Description of the task => Each line below that carries the string "hand" must appear in the answer.

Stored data

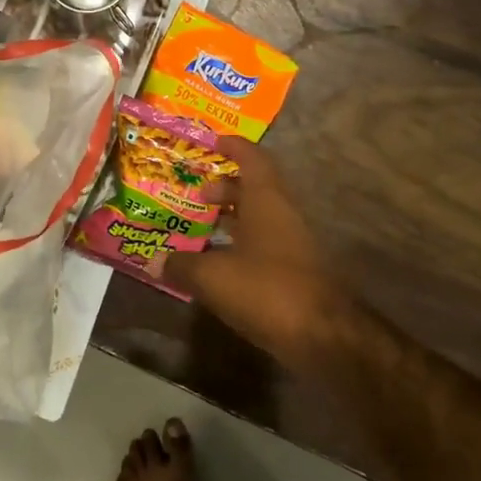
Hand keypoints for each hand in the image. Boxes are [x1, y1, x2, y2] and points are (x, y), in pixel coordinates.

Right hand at [165, 138, 354, 371]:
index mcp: (266, 200)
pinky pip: (263, 245)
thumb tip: (154, 261)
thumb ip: (181, 265)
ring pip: (259, 218)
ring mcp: (292, 244)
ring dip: (231, 218)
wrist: (325, 338)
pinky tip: (217, 263)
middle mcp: (282, 214)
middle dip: (224, 187)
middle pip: (254, 188)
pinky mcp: (295, 271)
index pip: (252, 158)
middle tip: (195, 194)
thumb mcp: (213, 277)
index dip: (232, 146)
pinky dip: (240, 245)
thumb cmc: (267, 289)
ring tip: (199, 228)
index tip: (210, 142)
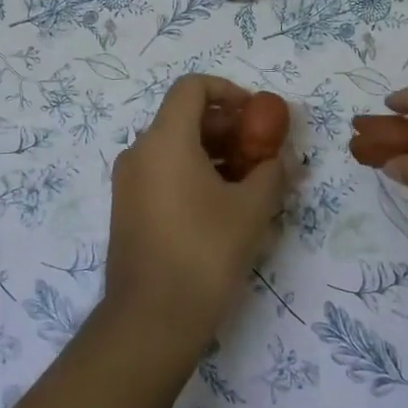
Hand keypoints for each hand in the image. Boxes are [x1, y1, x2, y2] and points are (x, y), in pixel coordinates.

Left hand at [104, 75, 288, 352]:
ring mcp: (128, 182)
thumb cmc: (205, 253)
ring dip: (212, 153)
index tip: (256, 114)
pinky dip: (192, 174)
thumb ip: (271, 172)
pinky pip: (162, 173)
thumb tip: (281, 158)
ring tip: (248, 182)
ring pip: (174, 147)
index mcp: (165, 140)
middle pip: (183, 117)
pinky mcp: (127, 209)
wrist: (151, 320)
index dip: (227, 91)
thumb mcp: (251, 209)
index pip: (192, 87)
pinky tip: (222, 206)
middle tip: (260, 152)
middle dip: (226, 127)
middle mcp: (139, 151)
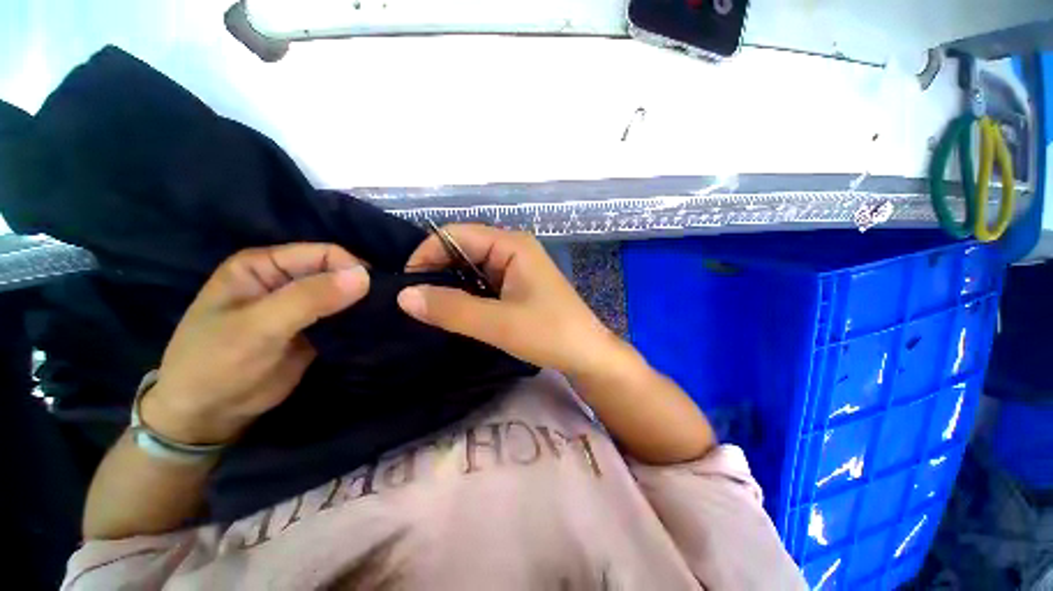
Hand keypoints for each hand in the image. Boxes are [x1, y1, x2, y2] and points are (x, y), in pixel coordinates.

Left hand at [142, 244, 369, 444]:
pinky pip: (344, 317)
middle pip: (338, 272)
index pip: (324, 254)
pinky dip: (359, 320)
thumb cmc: (217, 363)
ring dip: (363, 304)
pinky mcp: (315, 328)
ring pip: (344, 295)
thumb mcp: (258, 327)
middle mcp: (286, 279)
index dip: (351, 269)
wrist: (209, 414)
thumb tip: (364, 276)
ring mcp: (301, 305)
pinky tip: (373, 328)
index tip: (374, 293)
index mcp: (265, 265)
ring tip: (383, 317)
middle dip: (361, 287)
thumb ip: (309, 298)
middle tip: (385, 307)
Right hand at [397, 224, 618, 376]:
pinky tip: (453, 311)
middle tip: (413, 302)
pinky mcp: (515, 286)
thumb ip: (452, 309)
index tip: (406, 286)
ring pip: (470, 268)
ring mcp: (515, 268)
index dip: (426, 254)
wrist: (587, 355)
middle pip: (462, 249)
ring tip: (427, 309)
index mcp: (511, 245)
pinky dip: (464, 295)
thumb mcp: (499, 324)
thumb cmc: (550, 334)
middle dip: (436, 271)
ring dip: (449, 285)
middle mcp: (512, 249)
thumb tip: (403, 296)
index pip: (456, 234)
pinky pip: (481, 283)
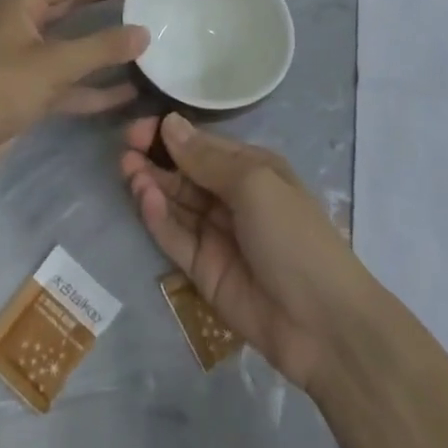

Output below =>
Hand keypoints for each hand in the image. Boxes are [x1, y1, x2, y2] and points are (x, y), in pixel coordinates.
Right hand at [165, 138, 354, 371]:
Hand keypoints for each hand in the image. Boxes are [x1, y1, x2, y2] and points are (x, y), in pixel coordinates.
Left hand at [104, 75, 288, 352]:
Hand keypoints for each hand in the image. Boxes are [x1, y1, x2, y2] and points are (x, y), in pixel coordinates.
Left hand at [142, 244, 369, 444]:
Right hand at [397, 224, 618, 376]:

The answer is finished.